The United States and Canada will clash to determine hockey supremacy at the 2014 Winter Olympics.
Fans from opposing sides of the border will get treated to twice the fun when both the men and women representing the two nations will square off in Sochi. Although both showdowns will read "USA vs. Canada," the stakes are higher on the women's side.
The two heavy favorites will meet on Thursday, with gold medals hanging in the balance. Canada will look to replicate last week's victory and win its fourth straight Olympic title.
While the winner of the men's slate is not guaranteed gold, they will advance to the championship game to meet Sweden and Finland. With Russia receiving a surprising exit, the winner between the U.S. and Canada will enter the gold-medal match as the favorite.

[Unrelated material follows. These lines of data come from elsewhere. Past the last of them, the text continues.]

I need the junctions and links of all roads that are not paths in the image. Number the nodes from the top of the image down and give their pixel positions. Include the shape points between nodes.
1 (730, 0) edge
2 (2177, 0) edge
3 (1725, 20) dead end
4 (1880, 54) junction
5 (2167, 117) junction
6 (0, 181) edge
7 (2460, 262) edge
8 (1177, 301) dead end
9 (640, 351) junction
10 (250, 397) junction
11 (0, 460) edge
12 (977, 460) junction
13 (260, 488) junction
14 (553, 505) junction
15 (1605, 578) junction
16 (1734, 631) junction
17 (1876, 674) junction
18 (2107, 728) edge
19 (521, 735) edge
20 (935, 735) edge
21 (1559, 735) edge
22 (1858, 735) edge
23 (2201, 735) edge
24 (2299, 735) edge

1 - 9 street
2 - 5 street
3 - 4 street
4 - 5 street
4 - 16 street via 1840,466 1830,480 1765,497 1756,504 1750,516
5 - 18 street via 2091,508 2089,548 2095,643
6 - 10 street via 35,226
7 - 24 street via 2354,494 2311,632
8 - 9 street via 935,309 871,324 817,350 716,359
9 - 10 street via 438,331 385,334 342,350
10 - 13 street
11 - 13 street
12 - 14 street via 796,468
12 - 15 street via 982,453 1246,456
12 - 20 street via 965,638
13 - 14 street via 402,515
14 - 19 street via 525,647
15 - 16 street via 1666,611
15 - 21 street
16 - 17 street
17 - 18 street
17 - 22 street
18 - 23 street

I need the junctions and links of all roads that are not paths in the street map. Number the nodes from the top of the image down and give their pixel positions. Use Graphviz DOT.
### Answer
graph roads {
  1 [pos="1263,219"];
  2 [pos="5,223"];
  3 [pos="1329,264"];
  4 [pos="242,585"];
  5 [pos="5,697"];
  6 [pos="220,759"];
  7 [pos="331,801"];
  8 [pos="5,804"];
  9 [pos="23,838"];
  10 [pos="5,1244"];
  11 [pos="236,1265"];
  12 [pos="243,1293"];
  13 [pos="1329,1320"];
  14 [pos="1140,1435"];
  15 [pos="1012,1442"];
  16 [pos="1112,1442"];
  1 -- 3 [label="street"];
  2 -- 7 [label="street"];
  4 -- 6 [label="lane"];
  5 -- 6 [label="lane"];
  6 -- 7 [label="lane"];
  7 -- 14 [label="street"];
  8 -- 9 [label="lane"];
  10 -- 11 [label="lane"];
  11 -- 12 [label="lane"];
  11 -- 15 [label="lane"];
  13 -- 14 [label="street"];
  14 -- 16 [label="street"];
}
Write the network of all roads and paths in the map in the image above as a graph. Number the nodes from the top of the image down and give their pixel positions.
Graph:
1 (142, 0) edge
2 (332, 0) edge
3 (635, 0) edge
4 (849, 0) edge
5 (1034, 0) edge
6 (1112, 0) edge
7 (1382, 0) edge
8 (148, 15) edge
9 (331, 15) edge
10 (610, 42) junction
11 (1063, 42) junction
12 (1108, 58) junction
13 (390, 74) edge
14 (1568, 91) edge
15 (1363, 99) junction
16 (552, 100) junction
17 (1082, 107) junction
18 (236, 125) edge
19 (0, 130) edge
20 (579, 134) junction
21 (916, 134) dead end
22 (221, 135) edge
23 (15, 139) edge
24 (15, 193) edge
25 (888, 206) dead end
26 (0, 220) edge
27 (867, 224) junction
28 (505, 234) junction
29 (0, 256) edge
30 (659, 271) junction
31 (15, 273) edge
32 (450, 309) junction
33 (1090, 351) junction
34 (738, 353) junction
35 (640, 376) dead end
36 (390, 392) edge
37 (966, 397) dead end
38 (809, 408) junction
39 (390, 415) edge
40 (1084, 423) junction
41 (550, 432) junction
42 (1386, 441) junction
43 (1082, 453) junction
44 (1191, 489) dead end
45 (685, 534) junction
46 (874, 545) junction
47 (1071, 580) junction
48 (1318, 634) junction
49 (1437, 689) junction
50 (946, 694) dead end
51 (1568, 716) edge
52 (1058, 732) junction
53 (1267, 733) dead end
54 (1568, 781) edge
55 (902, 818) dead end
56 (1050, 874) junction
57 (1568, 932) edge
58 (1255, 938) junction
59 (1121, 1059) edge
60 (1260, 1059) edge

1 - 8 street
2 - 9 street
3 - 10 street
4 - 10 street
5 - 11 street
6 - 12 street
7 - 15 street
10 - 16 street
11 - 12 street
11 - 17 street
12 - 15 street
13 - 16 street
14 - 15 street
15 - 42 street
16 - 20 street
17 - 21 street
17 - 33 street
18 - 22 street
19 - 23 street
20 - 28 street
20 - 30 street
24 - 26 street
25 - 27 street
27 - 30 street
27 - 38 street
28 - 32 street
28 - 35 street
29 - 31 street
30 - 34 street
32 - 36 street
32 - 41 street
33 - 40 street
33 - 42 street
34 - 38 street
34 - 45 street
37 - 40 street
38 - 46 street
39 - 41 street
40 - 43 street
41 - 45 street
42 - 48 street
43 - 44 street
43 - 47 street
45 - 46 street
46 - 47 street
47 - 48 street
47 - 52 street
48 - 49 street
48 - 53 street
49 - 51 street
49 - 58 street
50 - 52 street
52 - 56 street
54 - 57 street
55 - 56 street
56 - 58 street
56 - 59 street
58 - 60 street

Let's take a look at each game between the North American powerhouses.
|U.S. Hockey Winter Olympics Schedule|
|Women||Canada||Finals||Feb. 20, 12 p.m.||NBC|
|Men||Canada||Semifinals||Feb. 21, 12 p.m.||NBC Sports|
U.S. Men's Outlook
Four years in the making, sweet revenge is on the U.S. men's mind after Vancouver's thrilling finish.
Team USA had juggernaut Canada on the ropes, but Sidney Crosby saved the day with a game-winning goal in overtime. Unfortunately for the U.S., Crosby is back to guide his homeland to another first-place finish.
He's not the last of the Americans' worries, though. As ESPN Stats & Info illuminates, this matchup is full of top scorers from Sochi.
Topping the tally from both teams is Phil Kessel, who was the NHL's only player to notch more than 30 goals and assists apiece before breaking for Olympic play. One of his five Olympic scores came during Wednesday's quarterfinals victory over the Czech Republic.
He's in a particularly precarious position, as a victory may not earn him a warm welcome when he resumes play for the Toronto Maple Leafs. But Crosby probably wasn't an American hero either in 2010, until Pittsburgh Penguins fans remembered he's back on their side.
American forward Max Pacioretty acknowledged to the Associated Press (via ESPN.com) that Canada is the bigger hockey mainstay, but he welcomes the challenge:
It's a great opportunity. They're obviously the favorite coming into the tournament, and we've opened up a lot of eyes with our play, but we have more in the tank to give and to show. We keep getting better every game, and hopefully we'll keep getting better after this one.
So far in this tournament, the U.S. has looked better. The Americans have scored 19 goals through four games and outlasted a strong Russian squad in front of the home crowd in an epic shootout. Canada, on the other hand, has not shown significant superiority outside of its 6-0 rout over Austria.
U.S. Women's Outlook
This is the matchup everyone expected and wanted. Heck, the International Olympic Committee changed the rules to give them automatic semifinal bids after advancing past group play.
Now, the U.S. will meet Canada in a rematch from Feb. 12, when the Canadians edged out a 3-2 victory.
The men may get more attention, but the women are entrenched in a greater rivalry that is the Winter Olympics version of the Yankees vs. Red Sox. This is the fifth Olympic tournament featuring women's ice hockey and the fourth that boils down to a U.S.-Canada championship clash.
Canada holds the 2-1 edge, winning the most recent two in 2002 and 2010. The U.S. is the only other country to have finished in first, winning during the event's introduction year in 1998.
The United States' top-two stars present its key to finally derailing Canada. While Phil Kessel looks to lead the men to victory, his sister, Amanda Kessel, is also fueling her squad to triumph with a team-high six points. CJ Fogler provides a side-by-side comparison of the Kessel siblings' Sochi stats:
Along with a huge game from Kessel, the U.S. will count on veteran Julie Chu, who is still hunting for her first gold medal in her fourth Olympic try. While she injured her hand earlier in the week, she shook it off and played in the 6-1 semifinal victory over Sweden.
U.S. coach Katy Stone, who also coached Chu at Harvard, described her importance to the team to espnW.com's Wayne Drehs:
She just brings experience. She's in the right place at the right time, ready to make plays. She overcommunicates with her teammates. She helps them stay calmer on so many levels. She's a caring soul. We wouldn't be here without her.
A win would provide a storybook ending for Chu and a team that has drawn the short straw of a heated rivalry with Canada. Neither nation will feel great about leaving Sochi with silver.